Supplied records:
►

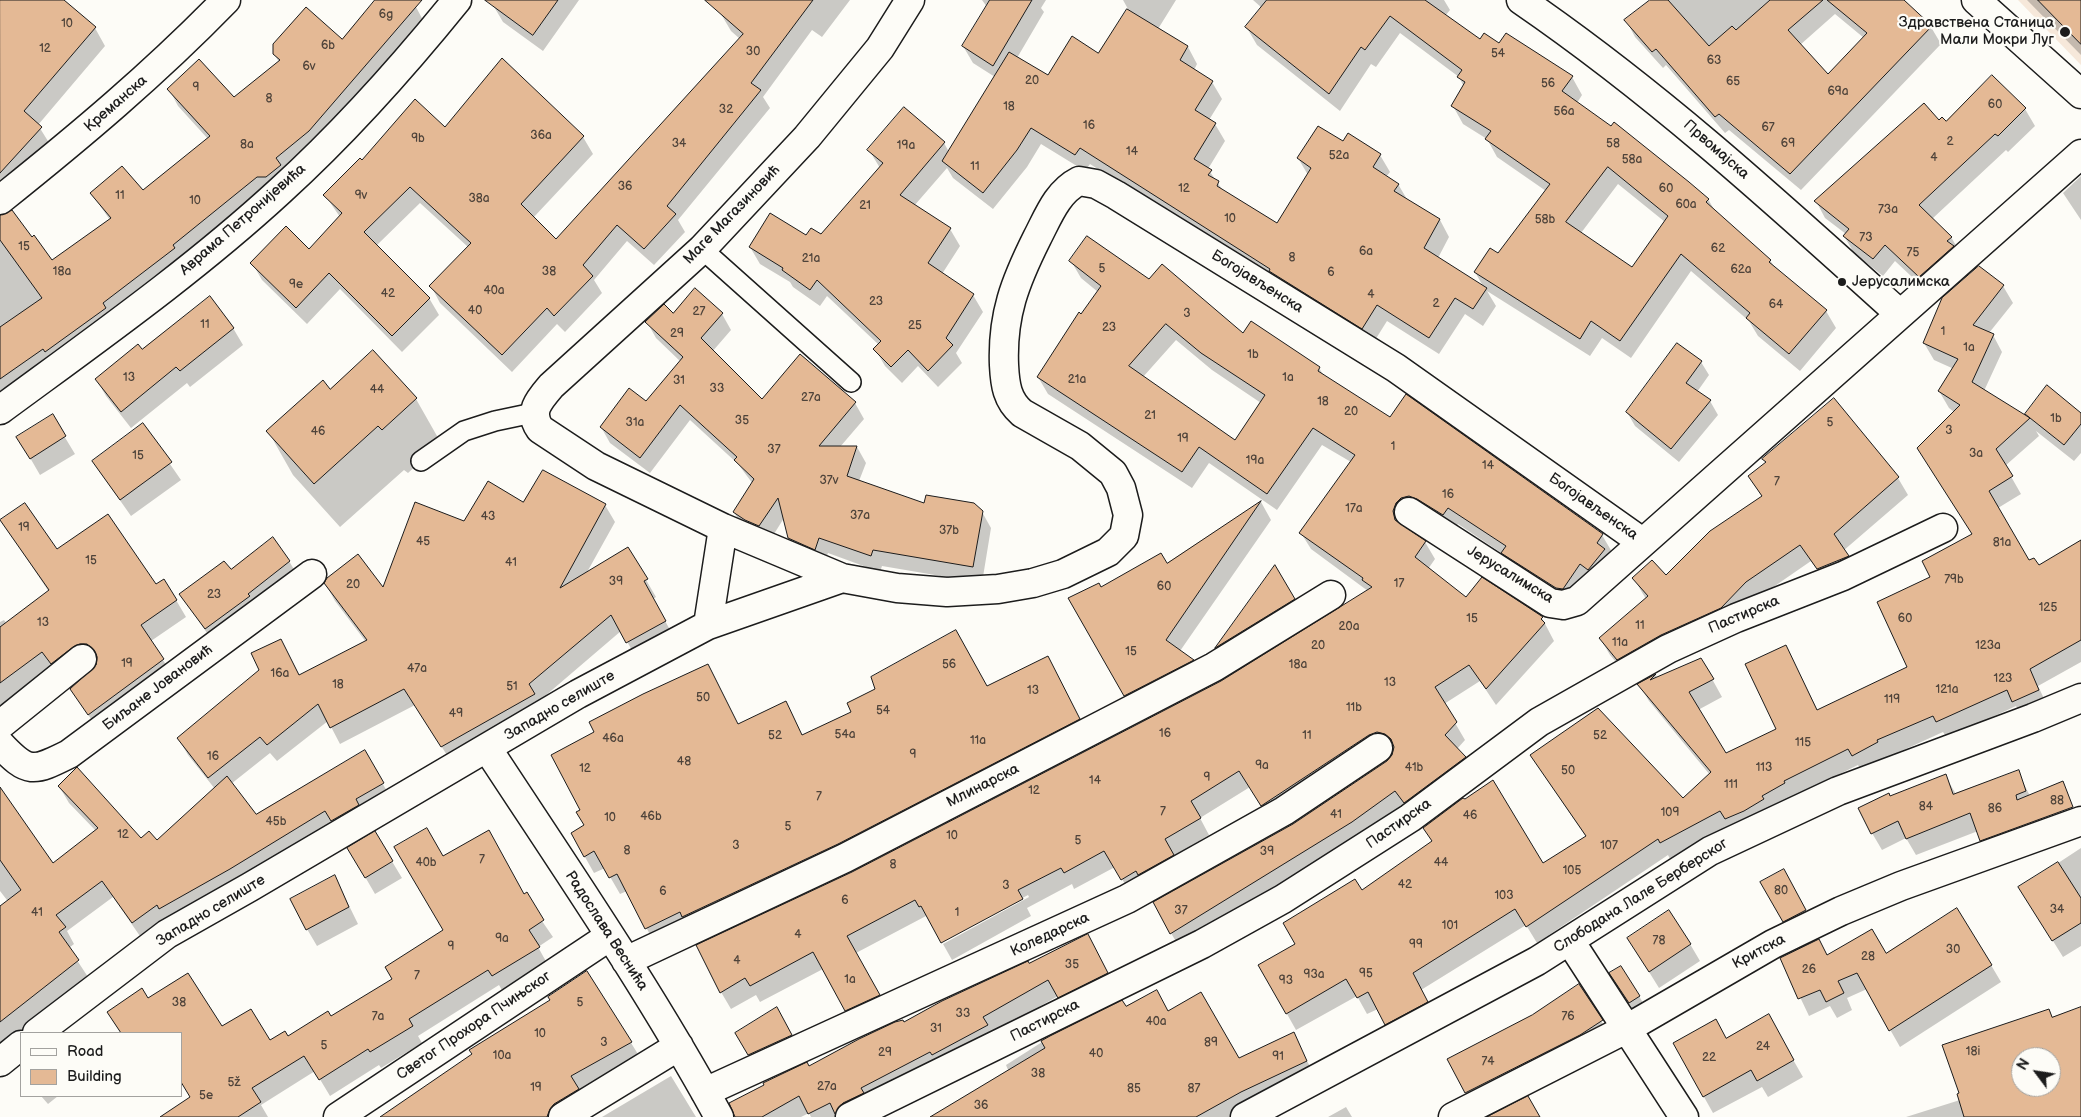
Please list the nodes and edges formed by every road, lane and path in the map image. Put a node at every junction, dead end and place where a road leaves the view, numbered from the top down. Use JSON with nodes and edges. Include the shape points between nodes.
{"nodes":[{"id":1,"x":226,"y":0,"type":"edge"},
{"id":2,"x":457,"y":0,"type":"edge"},
{"id":3,"x":910,"y":0,"type":"edge"},
{"id":4,"x":1521,"y":0,"type":"edge"},
{"id":5,"x":1976,"y":0,"type":"edge"},
{"id":6,"x":2081,"y":94,"type":"edge"},
{"id":7,"x":2081,"y":154,"type":"edge"},
{"id":8,"x":0,"y":200,"type":"edge"},
{"id":9,"x":702,"y":249,"type":"junction"},
{"id":10,"x":1900,"y":314,"type":"junction"},
{"id":11,"x":851,"y":382,"type":"dead end"},
{"id":12,"x":0,"y":410,"type":"edge"},
{"id":13,"x":533,"y":413,"type":"junction"},
{"id":14,"x":421,"y":461,"type":"dead end"},
{"id":15,"x":1409,"y":512,"type":"dead end"},
{"id":16,"x":1126,"y":526,"type":"joint"},
{"id":17,"x":723,"y":528,"type":"junction"},
{"id":18,"x":1943,"y":528,"type":"dead end"},
{"id":19,"x":1642,"y":542,"type":"junction"},
{"id":20,"x":312,"y":574,"type":"dead end"},
{"id":21,"x":842,"y":578,"type":"junction"},
{"id":22,"x":1331,"y":595,"type":"dead end"},
{"id":23,"x":708,"y":625,"type":"junction"},
{"id":24,"x":82,"y":659,"type":"dead end"},
{"id":25,"x":2081,"y":698,"type":"edge"},
{"id":26,"x":0,"y":725,"type":"edge"},
{"id":27,"x":0,"y":744,"type":"edge"},
{"id":28,"x":487,"y":748,"type":"junction"},
{"id":29,"x":1378,"y":748,"type":"dead end"},
{"id":30,"x":2081,"y":821,"type":"edge"},
{"id":31,"x":610,"y":936,"type":"junction"},
{"id":32,"x":1570,"y":941,"type":"junction"},
{"id":33,"x":626,"y":961,"type":"junction"},
{"id":34,"x":1628,"y":1028,"type":"junction"},
{"id":35,"x":38,"y":1032,"type":"edge"},
{"id":36,"x":20,"y":1046,"type":"edge"},
{"id":37,"x":679,"y":1046,"type":"junction"},
{"id":38,"x":0,"y":1062,"type":"edge"},
{"id":39,"x":705,"y":1092,"type":"junction"},
{"id":40,"x":338,"y":1117,"type":"edge"},
{"id":41,"x":563,"y":1117,"type":"edge"},
{"id":42,"x":719,"y":1117,"type":"edge"},
{"id":43,"x":850,"y":1117,"type":"edge"},
{"id":44,"x":1245,"y":1117,"type":"edge"},
{"id":45,"x":1453,"y":1117,"type":"edge"},
{"id":46,"x":1684,"y":1117,"type":"edge"}],
"edges":[{"from":1,"to":8,"type":"street","name":"Креманска","via":[[177,51],[111,110]]},
{"from":2,"to":12,"type":"street","name":"Аврама Петронијевића","via":[[399,72],[335,140],[279,192],[180,274]]},
{"from":3,"to":9,"type":"street","name":"Маге Магазиновић","via":[[880,48],[844,94]]},
{"from":4,"to":10,"type":"street","name":"Првомајска","via":[[1647,92],[1766,193]]},
{"from":5,"to":6,"type":"street"},
{"from":7,"to":10,"type":"street","name":"Јерусалимска"},
{"from":9,"to":11,"type":"lane"},
{"from":9,"to":13,"type":"street","name":"Маге Магазиновић","via":[[551,386],[539,399]]},
{"from":10,"to":19,"type":"street","name":"Јерусалимска"},
{"from":13,"to":14,"type":"lane","via":[[464,431]]},
{"from":13,"to":17,"type":"street","via":[[540,429],[596,466]]},
{"from":15,"to":19,"type":"street","name":"Јерусалимска","via":[[1550,603],[1563,605],[1577,601]]},
{"from":16,"to":19,"type":"street","name":"Богојављенска","via":[[1126,504],[1113,473],[1080,446],[1022,413],[1009,396],[1004,373],[1005,324],[1012,294],[1062,193],[1079,181],[1087,181],[1116,195],[1396,368]]},
{"from":16,"to":21,"type":"street","name":"Западно селиште","via":[[1121,541],[1108,552],[1063,574],[1033,583],[947,592],[897,588]]},
{"from":17,"to":21,"type":"street"},
{"from":17,"to":23,"type":"street"},
{"from":18,"to":43,"type":"street","name":"Пастирска","via":[[1843,576],[1668,649],[1539,722],[1410,818],[1283,899],[1202,944]]},
{"from":20,"to":27,"type":"street","name":"Биљане Јовановић","via":[[69,754],[43,767],[26,767],[17,763]]},
{"from":21,"to":23,"type":"street","name":"Западно селиште"},
{"from":22,"to":33,"type":"street","name":"Млинарска","via":[[1214,666],[853,854]]},
{"from":23,"to":28,"type":"street","name":"Западно селиште","via":[[629,666]]},
{"from":24,"to":26,"type":"street"},
{"from":25,"to":32,"type":"street","name":"Слободана Лале Берберског","via":[[1838,791],[1763,824],[1710,851]]},
{"from":28,"to":31,"type":"street","name":"Радослава Веснића"},
{"from":28,"to":35,"type":"street","name":"Западно селиште","via":[[167,934]]},
{"from":29,"to":39,"type":"street","name":"Коледарска","via":[[1284,811],[1127,899]]},
{"from":30,"to":34,"type":"street","name":"Критска","via":[[1901,886],[1841,912],[1773,944]]},
{"from":31,"to":33,"type":"street","name":"Радослава Веснића"},
{"from":31,"to":40,"type":"street","name":"Светог Прохора Пчињског"},
{"from":32,"to":34,"type":"street"},
{"from":32,"to":44,"type":"street","name":"Слободана Лале Берберског"},
{"from":33,"to":37,"type":"street","name":"Радослава Веснића"},
{"from":34,"to":45,"type":"street","name":"Критска"},
{"from":34,"to":46,"type":"street"},
{"from":36,"to":38,"type":"street"},
{"from":37,"to":39,"type":"street","name":"Радослава Веснића"},
{"from":37,"to":41,"type":"street"},
{"from":39,"to":42,"type":"street","name":"Радослава Веснића"}]}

◄

What the task asks: Go through the data above and copy each line that holds the word "Берберског".

Written reply:
{"from":25,"to":32,"type":"street","name":"Слободана Лале Берберског","via":[[1838,791],[1763,824],[1710,851]]},
{"from":32,"to":44,"type":"street","name":"Слободана Лале Берберског"},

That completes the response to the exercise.